[Saved data entries]
* * * * * * * * *

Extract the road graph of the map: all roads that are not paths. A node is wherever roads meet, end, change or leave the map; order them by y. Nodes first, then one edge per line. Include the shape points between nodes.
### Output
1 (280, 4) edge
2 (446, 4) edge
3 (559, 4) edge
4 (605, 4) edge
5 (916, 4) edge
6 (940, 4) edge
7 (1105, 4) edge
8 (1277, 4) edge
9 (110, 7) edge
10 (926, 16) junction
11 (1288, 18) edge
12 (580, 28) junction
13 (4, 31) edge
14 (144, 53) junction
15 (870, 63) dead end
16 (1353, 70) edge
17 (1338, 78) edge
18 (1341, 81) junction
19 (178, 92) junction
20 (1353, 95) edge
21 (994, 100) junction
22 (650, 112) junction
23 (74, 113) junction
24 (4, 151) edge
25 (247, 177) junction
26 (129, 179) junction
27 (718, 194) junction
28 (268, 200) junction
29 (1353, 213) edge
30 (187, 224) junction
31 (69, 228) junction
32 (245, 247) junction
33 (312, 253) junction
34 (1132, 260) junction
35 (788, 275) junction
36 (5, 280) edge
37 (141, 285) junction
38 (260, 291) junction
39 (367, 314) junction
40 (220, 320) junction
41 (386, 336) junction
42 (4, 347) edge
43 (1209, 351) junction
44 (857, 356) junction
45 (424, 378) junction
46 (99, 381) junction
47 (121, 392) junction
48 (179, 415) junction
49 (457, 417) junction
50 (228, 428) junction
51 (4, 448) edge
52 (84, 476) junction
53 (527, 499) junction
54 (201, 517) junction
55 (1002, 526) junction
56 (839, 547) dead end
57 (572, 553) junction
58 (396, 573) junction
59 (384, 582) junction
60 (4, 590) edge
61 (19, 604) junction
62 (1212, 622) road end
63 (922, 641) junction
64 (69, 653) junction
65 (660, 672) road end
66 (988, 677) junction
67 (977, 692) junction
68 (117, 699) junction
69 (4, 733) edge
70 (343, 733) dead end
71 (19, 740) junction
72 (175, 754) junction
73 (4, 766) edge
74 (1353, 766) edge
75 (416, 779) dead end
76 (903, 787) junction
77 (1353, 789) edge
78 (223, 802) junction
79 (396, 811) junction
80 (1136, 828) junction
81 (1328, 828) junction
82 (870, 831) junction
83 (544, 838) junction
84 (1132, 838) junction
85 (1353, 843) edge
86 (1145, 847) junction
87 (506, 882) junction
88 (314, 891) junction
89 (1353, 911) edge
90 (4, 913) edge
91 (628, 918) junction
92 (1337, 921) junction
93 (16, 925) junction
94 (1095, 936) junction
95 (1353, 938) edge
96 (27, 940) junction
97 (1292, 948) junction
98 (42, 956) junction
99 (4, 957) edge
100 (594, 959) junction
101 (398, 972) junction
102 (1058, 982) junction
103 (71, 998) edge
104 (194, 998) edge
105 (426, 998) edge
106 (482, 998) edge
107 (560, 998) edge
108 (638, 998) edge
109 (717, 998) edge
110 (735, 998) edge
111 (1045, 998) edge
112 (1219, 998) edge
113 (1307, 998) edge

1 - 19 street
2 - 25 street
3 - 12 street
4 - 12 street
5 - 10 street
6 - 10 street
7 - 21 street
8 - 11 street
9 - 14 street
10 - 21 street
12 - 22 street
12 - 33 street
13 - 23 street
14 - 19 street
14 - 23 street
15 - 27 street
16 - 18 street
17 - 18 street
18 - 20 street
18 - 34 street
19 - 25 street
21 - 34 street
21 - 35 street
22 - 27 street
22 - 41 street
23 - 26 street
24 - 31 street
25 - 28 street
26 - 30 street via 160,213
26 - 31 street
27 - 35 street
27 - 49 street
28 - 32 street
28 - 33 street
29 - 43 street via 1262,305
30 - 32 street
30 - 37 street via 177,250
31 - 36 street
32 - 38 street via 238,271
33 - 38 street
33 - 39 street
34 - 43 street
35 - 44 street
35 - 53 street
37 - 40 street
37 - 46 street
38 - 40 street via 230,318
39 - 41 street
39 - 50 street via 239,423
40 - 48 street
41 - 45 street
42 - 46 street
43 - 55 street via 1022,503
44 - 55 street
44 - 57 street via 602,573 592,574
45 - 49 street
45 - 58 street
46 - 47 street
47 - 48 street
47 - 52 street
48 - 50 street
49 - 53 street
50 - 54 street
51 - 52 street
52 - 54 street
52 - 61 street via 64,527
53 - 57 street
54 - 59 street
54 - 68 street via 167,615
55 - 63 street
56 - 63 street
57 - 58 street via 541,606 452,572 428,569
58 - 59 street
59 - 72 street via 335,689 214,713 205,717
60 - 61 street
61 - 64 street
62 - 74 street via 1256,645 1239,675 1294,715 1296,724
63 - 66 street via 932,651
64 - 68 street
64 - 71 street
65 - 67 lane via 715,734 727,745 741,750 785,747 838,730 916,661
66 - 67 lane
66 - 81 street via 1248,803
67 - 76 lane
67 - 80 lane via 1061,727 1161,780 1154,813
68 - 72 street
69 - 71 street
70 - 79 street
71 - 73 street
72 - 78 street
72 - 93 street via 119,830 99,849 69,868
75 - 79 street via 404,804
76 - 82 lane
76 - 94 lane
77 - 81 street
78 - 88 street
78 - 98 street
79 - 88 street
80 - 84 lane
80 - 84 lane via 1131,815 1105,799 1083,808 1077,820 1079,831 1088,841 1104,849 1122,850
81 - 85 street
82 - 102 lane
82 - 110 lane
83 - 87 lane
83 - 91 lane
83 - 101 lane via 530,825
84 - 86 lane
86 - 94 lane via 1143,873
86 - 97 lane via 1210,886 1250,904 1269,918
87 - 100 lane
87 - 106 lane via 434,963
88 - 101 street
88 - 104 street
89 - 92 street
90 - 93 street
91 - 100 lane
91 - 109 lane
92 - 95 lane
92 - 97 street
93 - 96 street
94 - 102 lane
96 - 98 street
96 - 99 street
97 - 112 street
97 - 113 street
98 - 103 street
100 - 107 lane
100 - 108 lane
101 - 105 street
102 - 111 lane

* * * * * * * * *

THE TASK: Your answer should consist of the lines above that hold the word "road", copied exactly.

ANSWER TO THIS PROBLEM:
Extract the road graph of the map: all roads that are not paths. A node is wherever roads meet, end, change or leave the map; order them by y. Nodes first, then one edge per line. Include the shape points between nodes.
62 (1212, 622) road end
65 (660, 672) road end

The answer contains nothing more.